At the bottom of Figure 1 you probably saw a button with a folder on it. That button opens a File Settings window. Your program should have something similar. It allows you to decide where to save the scans, and also decide what file type they should be.
It is important to understand the output file types that we use in archiving. Figure 3 shows the file type ".TIF" chosen. The file type .TIF is a "lossless" format. When you make a change to the image in a photo processing program, you can save the image as a .TIF without losing any quality. On the other hand, if you save the image as a .jpg (jpeg) it diminishes the quality because .jpg is a compressed format, in which information is removed to make it smaller in file size. After ten or so saves, a .jpg image starts to be noticably lower in quality.

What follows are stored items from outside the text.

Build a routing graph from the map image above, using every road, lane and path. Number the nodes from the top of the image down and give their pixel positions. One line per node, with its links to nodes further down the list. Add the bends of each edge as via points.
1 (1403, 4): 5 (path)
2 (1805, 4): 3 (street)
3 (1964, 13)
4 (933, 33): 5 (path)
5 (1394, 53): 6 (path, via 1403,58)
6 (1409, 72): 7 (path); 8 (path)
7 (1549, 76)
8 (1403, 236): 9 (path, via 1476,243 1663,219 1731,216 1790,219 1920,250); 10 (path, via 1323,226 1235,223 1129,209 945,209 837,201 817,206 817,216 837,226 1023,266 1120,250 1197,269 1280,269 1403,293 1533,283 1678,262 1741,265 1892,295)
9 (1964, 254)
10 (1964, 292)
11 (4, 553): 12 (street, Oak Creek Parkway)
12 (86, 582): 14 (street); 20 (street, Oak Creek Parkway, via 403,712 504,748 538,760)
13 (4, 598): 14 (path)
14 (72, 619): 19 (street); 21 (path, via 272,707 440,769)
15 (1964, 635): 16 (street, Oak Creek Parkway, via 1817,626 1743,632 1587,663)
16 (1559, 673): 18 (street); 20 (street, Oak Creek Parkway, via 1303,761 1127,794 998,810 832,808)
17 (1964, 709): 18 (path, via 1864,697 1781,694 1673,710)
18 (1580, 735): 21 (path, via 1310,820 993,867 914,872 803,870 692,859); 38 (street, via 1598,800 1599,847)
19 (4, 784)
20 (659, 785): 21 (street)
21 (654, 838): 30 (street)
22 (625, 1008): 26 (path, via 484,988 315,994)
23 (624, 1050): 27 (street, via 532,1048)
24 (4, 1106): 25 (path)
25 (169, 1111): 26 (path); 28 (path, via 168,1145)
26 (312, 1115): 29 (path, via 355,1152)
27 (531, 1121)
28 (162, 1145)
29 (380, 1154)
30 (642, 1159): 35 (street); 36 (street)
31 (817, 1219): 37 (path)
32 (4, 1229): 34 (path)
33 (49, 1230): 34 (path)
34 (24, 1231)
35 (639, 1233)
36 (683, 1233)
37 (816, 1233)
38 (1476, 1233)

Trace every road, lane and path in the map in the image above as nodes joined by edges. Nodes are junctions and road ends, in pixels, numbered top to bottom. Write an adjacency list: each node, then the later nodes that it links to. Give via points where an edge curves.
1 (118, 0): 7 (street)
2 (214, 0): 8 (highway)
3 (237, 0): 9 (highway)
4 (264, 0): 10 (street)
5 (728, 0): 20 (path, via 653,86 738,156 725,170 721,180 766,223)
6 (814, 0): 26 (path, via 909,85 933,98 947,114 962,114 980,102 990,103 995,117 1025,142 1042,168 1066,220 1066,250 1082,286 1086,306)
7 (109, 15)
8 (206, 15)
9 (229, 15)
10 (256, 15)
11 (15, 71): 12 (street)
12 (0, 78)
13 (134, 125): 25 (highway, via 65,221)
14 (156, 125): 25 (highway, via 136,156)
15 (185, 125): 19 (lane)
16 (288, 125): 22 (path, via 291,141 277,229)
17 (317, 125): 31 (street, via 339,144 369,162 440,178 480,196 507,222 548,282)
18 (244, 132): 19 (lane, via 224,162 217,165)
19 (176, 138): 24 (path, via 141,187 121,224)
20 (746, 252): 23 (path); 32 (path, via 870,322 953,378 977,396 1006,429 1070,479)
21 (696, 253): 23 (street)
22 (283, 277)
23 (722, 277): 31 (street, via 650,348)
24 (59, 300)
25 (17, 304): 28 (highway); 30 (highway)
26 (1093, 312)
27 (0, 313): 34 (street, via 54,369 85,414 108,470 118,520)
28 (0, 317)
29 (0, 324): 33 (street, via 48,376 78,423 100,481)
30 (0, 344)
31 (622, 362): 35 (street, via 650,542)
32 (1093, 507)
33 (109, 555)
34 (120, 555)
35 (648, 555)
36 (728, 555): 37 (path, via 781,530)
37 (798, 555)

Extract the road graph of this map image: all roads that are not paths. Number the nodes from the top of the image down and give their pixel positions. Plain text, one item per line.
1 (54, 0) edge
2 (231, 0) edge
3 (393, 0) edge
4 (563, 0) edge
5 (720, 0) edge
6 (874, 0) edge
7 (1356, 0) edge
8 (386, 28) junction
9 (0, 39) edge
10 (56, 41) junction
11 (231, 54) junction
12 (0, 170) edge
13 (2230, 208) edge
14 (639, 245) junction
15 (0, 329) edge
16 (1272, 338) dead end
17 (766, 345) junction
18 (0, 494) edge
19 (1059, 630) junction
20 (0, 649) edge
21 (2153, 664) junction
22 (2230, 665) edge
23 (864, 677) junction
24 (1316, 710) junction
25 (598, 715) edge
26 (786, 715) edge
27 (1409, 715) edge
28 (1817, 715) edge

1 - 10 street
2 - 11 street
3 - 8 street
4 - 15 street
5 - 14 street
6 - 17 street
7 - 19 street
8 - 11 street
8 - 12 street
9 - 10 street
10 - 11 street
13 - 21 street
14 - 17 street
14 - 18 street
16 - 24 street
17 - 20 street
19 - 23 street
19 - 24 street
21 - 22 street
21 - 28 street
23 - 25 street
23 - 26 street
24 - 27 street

Jpegs have become almost a standard in our cameras because the files are smaller. On average a .TIF of the same photo will be at least two to four times as large. So why use .TIF? I use it because I am archiving what I hope is the best copy of the photo I can get. If I make changes to the photo, to the contrast or brightness, or remove blemishes, or crop the photo, I don't want to lose any quality by saving it as a jpeg. And when you make corrections, make them to a COPY of your original. Only replace your original when you are sure the copy is better than the original.